January 10th, 2012 at 11:52 AM ^

LSU was #1 not Bama. People are mad about Alabama getting in. Wake the f up! This has nothing to do with Bama. Could OSU, Oregon, or Stanford have beaten LSU last night? The answer is clearly yes. Hence, the other team would have been the champ.

profitgoblue

January 10th, 2012 at 12:32 PM ^

You're ruling out OK State without having ever seen them match up against LSU.  Where does your argument go if OK State was chosen and went in and beat LSU like Alabama did?  You simply dismiss them because they have a "pathetic" defense, nevermind the fact that they went 12-1 with their only loss to an emotionally charged Iowa State team that played out of their minds.

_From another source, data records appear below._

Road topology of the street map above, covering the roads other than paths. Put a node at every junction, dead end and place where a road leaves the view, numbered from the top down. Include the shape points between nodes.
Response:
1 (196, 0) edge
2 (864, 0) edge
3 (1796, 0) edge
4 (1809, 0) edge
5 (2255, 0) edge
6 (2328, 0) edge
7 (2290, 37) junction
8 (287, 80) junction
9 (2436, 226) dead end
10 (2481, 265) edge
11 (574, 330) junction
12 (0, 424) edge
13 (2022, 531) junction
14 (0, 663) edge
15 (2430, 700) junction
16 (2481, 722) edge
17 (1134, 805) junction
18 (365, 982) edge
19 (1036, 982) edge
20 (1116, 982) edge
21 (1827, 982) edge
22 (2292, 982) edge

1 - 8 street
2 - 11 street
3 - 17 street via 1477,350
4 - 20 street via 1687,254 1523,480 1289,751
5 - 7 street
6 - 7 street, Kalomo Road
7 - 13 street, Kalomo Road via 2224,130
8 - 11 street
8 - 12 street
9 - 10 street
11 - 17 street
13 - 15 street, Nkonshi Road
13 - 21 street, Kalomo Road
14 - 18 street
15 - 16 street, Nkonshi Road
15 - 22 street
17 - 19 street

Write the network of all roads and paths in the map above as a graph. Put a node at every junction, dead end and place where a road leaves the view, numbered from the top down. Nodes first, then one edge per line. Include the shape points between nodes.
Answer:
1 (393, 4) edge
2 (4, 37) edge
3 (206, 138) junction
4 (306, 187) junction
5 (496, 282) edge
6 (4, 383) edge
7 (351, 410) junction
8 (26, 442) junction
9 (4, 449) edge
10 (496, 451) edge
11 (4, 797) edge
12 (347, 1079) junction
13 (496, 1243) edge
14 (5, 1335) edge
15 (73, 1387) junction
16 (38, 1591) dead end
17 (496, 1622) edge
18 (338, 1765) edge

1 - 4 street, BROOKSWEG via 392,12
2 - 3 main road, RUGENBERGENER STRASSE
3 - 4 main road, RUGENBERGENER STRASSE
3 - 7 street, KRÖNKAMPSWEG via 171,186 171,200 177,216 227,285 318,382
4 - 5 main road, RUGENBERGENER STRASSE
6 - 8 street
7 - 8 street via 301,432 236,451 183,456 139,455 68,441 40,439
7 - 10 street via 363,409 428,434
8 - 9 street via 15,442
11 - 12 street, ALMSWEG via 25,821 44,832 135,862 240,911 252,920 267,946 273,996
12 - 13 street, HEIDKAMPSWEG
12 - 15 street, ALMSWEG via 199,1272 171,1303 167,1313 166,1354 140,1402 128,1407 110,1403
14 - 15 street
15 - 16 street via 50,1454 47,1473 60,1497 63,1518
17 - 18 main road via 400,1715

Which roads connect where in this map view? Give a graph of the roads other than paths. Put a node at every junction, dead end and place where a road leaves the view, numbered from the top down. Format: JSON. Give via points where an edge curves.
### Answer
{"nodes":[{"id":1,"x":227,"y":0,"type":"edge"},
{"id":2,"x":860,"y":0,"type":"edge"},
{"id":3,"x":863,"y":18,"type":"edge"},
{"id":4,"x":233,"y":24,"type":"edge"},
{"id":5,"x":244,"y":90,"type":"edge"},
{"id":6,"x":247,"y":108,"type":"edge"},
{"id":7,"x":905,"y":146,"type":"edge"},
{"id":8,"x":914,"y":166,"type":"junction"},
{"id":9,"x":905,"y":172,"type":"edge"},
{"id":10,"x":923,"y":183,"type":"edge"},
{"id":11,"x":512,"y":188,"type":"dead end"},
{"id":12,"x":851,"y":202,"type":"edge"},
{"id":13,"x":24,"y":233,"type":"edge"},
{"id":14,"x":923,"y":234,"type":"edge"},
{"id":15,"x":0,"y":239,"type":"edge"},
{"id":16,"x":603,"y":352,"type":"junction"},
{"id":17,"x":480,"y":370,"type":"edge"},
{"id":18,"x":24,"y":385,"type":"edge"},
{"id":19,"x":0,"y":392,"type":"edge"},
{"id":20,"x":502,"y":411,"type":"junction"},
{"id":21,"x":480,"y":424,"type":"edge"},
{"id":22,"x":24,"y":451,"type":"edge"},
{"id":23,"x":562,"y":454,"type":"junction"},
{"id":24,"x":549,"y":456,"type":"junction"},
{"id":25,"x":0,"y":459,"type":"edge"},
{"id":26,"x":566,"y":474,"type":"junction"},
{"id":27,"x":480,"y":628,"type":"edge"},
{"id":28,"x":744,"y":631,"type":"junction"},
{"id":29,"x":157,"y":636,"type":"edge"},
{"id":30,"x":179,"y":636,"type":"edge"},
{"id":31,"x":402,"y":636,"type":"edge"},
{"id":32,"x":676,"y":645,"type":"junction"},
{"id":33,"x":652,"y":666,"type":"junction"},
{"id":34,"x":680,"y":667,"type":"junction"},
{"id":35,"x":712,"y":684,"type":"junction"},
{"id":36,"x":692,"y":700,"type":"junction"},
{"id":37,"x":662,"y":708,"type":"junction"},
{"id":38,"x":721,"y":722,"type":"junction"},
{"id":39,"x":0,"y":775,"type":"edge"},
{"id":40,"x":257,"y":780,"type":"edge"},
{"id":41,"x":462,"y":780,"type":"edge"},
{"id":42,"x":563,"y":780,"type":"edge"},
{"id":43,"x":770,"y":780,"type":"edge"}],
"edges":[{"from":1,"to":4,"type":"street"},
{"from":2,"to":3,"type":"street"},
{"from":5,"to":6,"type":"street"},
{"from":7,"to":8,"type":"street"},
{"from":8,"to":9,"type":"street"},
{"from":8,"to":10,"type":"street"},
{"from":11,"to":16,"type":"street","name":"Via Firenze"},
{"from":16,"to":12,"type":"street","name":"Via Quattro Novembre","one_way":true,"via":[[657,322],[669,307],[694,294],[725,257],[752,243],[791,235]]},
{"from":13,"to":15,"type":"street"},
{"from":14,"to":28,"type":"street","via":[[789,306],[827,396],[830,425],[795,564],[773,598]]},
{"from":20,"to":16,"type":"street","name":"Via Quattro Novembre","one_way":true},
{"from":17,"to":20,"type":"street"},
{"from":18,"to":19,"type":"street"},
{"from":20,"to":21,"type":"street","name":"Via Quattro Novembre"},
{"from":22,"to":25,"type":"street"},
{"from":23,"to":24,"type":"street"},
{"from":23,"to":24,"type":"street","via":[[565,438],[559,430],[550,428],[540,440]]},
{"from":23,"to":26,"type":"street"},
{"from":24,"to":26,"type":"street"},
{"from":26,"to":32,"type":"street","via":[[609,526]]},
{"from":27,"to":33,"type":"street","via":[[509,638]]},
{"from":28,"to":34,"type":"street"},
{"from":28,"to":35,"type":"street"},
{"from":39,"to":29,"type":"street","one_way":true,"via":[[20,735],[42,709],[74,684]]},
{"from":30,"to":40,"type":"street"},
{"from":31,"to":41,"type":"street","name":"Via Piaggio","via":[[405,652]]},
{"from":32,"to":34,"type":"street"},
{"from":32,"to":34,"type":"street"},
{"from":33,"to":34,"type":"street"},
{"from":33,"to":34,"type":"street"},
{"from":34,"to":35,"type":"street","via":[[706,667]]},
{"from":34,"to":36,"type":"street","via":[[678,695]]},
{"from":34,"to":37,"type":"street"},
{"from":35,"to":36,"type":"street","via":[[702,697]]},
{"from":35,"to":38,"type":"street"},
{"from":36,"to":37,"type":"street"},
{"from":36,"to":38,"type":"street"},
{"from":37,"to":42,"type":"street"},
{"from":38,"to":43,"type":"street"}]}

If precedent was set by making sure Michigan didn't play Ohio again back in 2006, then it should have held this year too.  The BCS caught a HUGE break in Alabama winning convincingly rather than 9-6 like the first matchup.  I would have loved to see a a 9-6 Alabama win and a split championship.  That would have been hilarious.

 

Roachgoblue

January 10th, 2012 at 11:47 AM ^

Ok state, Oregon or Stanford would have beat LSU last night the way they played. Mich would have beat OSU. What were the ratings? (hint I know). The game was bullshit and rating proved the disconnect. You are the minority.

RedGreene

January 10th, 2012 at 12:16 PM ^

This might be the gosh damned dumbest post I've ever read.  I should cut off my bald-headed yogurt slinger and slap you with it.